Um grupo de refugiados amotinou-se frente ao escritório do Alto Comissariado das Nações Unidas para os Refugiados – ACNUR – na cidade de Nampula, no norte de Moçambique para alertar sobre o desaparecimento, segundo os mesmos, de vinte colegas levados pela polícia na última quinta-feira (17/01) e que estariam em paradeiro incerto.

Sem gravar entrevistas por temerem represálias, alguns elementos do Centro de Refugiados de Maratane dizem viver nos últimos dias num clima de medo e terror pelas acções protagonizadas pelos agentes da lei e ordem.

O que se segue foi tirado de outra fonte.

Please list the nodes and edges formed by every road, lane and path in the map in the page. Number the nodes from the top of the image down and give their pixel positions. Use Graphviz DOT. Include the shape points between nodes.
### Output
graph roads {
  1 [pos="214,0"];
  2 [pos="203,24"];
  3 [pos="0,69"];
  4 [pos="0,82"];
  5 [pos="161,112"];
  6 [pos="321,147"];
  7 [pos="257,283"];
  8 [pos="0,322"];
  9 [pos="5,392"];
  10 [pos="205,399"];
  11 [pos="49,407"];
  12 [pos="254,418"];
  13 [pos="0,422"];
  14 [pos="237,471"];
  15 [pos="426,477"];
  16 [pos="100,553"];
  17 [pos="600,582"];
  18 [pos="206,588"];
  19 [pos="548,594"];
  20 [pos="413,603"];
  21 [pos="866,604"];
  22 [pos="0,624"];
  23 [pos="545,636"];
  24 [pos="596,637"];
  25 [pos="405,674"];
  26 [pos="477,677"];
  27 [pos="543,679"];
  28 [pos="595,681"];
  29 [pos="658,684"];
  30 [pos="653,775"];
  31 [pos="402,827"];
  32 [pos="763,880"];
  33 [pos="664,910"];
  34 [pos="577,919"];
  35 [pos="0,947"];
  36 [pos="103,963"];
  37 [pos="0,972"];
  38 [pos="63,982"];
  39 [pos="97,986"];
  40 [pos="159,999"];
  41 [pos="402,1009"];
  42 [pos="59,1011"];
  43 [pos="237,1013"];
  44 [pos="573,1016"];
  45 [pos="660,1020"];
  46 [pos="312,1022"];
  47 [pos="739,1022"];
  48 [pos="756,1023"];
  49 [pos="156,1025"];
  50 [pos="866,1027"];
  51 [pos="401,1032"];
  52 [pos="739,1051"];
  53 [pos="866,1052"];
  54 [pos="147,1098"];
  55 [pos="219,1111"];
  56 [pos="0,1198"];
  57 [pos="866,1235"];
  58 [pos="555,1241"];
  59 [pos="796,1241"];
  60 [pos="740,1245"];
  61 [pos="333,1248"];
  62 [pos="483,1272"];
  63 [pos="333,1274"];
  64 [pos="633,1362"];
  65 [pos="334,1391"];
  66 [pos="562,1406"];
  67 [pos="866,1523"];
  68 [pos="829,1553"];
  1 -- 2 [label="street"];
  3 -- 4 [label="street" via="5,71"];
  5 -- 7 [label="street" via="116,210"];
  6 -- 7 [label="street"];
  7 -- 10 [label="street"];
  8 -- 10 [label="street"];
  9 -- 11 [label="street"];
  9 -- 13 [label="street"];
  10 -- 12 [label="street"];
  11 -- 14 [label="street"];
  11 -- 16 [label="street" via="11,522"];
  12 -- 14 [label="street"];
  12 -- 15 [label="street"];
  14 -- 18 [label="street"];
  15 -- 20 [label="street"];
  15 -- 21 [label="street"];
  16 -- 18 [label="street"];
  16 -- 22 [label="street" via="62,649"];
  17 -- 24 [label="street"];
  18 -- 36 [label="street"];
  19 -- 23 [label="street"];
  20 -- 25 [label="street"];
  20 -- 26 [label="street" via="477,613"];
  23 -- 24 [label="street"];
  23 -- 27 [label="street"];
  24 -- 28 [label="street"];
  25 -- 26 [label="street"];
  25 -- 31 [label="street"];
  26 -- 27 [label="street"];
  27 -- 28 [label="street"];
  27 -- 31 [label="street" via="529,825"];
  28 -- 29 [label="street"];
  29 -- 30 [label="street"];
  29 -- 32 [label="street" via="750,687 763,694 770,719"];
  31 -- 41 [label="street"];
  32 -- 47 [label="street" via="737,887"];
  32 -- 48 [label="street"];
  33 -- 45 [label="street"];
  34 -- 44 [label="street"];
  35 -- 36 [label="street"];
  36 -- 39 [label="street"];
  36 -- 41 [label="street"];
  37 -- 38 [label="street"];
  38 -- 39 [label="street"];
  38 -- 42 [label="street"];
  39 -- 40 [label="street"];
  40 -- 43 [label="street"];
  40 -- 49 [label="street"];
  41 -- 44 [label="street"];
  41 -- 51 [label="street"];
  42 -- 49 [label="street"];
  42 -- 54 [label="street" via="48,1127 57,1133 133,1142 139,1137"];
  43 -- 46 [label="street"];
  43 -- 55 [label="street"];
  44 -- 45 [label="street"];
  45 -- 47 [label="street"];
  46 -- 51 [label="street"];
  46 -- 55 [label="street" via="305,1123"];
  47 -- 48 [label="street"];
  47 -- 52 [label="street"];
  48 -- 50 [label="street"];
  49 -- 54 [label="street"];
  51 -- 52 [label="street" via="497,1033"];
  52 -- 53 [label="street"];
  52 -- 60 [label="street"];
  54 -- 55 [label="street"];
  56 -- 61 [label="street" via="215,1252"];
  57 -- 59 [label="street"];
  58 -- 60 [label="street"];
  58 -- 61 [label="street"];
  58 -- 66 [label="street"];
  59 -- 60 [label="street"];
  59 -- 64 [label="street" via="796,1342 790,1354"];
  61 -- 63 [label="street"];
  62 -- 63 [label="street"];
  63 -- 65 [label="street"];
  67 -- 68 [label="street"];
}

A policia através do seu porta voz em Nampula Zacarias Nacute reagiu a situação, afirmando que “esses indivíduos não são dirigidos a parte incerta, são dirigidos a diversas unidades que nós temos a nível da nossa província, possivelmente por porte de documentos falsificados, porque temos registado um nível acrescido de indivíduos que falsificam os documentos de refugiados, para poderem ter a permanência aprovada no território nacional“.

Os cerca de 12 mil refugiados de diferentes nacionalidades são na sua maioria oriundos de países africanos em conflitos político-militares como a RDC, Burundi, Ruanda, Somália e Etiópia.

Os residentes no Centro de Refugiados de Maratane em Nampula, que é o primeiro e maior centro de acolhimento em Moçambique, exigem também protecção e melhores condições de vida.